Ollama 本地大模型 Advanced Usage: Modelfile Customization and RAG Vector Search
I've been using the Ollama API for 6 months now. What started as running ollama run to test models has evolved into using Modelfiles to customize model behavior and implementing RAG retrieval with embedding vectors. Along the way, I hit plenty of pitfalls.

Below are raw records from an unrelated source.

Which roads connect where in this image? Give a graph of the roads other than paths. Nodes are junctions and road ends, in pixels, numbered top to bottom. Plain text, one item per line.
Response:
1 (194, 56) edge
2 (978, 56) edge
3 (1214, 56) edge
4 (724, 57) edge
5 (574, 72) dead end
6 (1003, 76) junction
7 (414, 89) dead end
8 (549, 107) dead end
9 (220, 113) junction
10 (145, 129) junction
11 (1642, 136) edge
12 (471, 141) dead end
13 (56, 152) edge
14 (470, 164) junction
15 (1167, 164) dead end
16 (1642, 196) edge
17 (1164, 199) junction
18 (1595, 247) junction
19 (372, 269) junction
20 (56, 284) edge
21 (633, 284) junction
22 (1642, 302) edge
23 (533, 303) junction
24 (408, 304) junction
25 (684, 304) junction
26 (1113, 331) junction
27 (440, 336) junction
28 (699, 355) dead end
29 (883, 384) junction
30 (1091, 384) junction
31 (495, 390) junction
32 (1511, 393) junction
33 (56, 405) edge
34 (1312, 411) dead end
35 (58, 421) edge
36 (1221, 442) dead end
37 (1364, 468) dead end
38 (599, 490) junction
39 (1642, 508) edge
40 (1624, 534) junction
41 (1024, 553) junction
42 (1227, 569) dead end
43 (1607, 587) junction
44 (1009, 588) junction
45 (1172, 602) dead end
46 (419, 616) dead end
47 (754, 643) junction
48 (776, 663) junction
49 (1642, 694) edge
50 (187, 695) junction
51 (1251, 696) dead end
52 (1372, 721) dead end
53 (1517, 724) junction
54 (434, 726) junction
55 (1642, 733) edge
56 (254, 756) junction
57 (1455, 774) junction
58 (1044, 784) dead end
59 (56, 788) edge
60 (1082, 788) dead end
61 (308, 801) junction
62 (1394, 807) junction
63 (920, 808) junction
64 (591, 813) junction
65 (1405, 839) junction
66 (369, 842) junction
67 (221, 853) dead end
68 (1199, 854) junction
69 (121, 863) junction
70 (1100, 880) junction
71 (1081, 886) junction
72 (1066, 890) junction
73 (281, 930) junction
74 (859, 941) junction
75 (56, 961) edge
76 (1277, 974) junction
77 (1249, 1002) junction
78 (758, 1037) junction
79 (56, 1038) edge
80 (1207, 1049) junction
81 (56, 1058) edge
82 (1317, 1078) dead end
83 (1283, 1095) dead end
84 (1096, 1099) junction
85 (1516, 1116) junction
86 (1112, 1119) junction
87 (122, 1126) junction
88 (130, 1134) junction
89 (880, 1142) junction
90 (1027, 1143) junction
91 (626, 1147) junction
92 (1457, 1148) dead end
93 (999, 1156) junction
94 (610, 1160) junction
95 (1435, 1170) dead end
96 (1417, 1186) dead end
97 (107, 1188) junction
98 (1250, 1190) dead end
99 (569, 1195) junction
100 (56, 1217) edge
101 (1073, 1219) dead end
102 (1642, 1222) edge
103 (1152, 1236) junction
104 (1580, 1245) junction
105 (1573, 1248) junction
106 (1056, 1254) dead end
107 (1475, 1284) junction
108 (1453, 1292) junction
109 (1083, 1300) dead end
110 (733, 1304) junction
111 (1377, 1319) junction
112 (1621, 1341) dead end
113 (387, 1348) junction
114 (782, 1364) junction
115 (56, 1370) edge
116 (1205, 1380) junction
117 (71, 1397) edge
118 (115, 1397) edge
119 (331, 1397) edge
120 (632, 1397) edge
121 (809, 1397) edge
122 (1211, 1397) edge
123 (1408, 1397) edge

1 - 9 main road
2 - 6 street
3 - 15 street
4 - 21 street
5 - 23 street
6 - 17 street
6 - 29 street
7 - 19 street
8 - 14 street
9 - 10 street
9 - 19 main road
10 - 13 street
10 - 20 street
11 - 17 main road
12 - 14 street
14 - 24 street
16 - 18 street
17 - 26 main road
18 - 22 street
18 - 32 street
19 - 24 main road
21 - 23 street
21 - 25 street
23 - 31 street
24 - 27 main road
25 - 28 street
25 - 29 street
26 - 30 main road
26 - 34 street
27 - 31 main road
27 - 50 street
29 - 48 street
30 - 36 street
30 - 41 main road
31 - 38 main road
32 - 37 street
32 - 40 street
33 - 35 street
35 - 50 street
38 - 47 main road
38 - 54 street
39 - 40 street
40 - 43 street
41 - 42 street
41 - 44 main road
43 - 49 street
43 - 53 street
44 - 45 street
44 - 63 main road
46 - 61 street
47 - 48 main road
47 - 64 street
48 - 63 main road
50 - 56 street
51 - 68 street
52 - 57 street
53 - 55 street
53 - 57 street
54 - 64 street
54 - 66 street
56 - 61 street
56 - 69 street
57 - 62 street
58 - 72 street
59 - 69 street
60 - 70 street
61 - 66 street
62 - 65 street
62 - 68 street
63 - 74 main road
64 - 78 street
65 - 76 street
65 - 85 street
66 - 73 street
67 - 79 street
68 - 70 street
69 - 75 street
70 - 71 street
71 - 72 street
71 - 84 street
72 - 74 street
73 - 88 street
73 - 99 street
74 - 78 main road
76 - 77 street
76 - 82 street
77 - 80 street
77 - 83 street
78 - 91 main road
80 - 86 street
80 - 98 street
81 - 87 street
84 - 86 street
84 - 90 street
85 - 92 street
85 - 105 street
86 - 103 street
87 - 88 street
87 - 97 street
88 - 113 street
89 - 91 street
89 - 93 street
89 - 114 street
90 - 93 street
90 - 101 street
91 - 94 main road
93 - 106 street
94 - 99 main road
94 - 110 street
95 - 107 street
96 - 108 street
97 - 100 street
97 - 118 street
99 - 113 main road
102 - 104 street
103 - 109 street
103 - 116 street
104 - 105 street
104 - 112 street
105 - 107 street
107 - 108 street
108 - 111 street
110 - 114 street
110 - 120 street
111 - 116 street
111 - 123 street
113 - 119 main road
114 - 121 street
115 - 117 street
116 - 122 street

This article covers two core use cases in depth: **Modelfile Custom Configuration** and **Ollama + RAG Vector Search**.
Why You Need Modelfile
Running ollama run qwen2.5:7b out of the box works fine, but there are three real problems:
- **No persistent persona**: You can't have the model remember "you are a Python code review assistant"
- **Inconsistent parameters**: Every API call requires passing temperature, num_ctx — changing defaults means editing code everywhere
- **No reusable prompt templates**: Copy-pasting SYSTEM text across different models is messy
Modelfile solves all three. A single config file defines: which base model, which parameters, what persona, and how to structure the prompt template.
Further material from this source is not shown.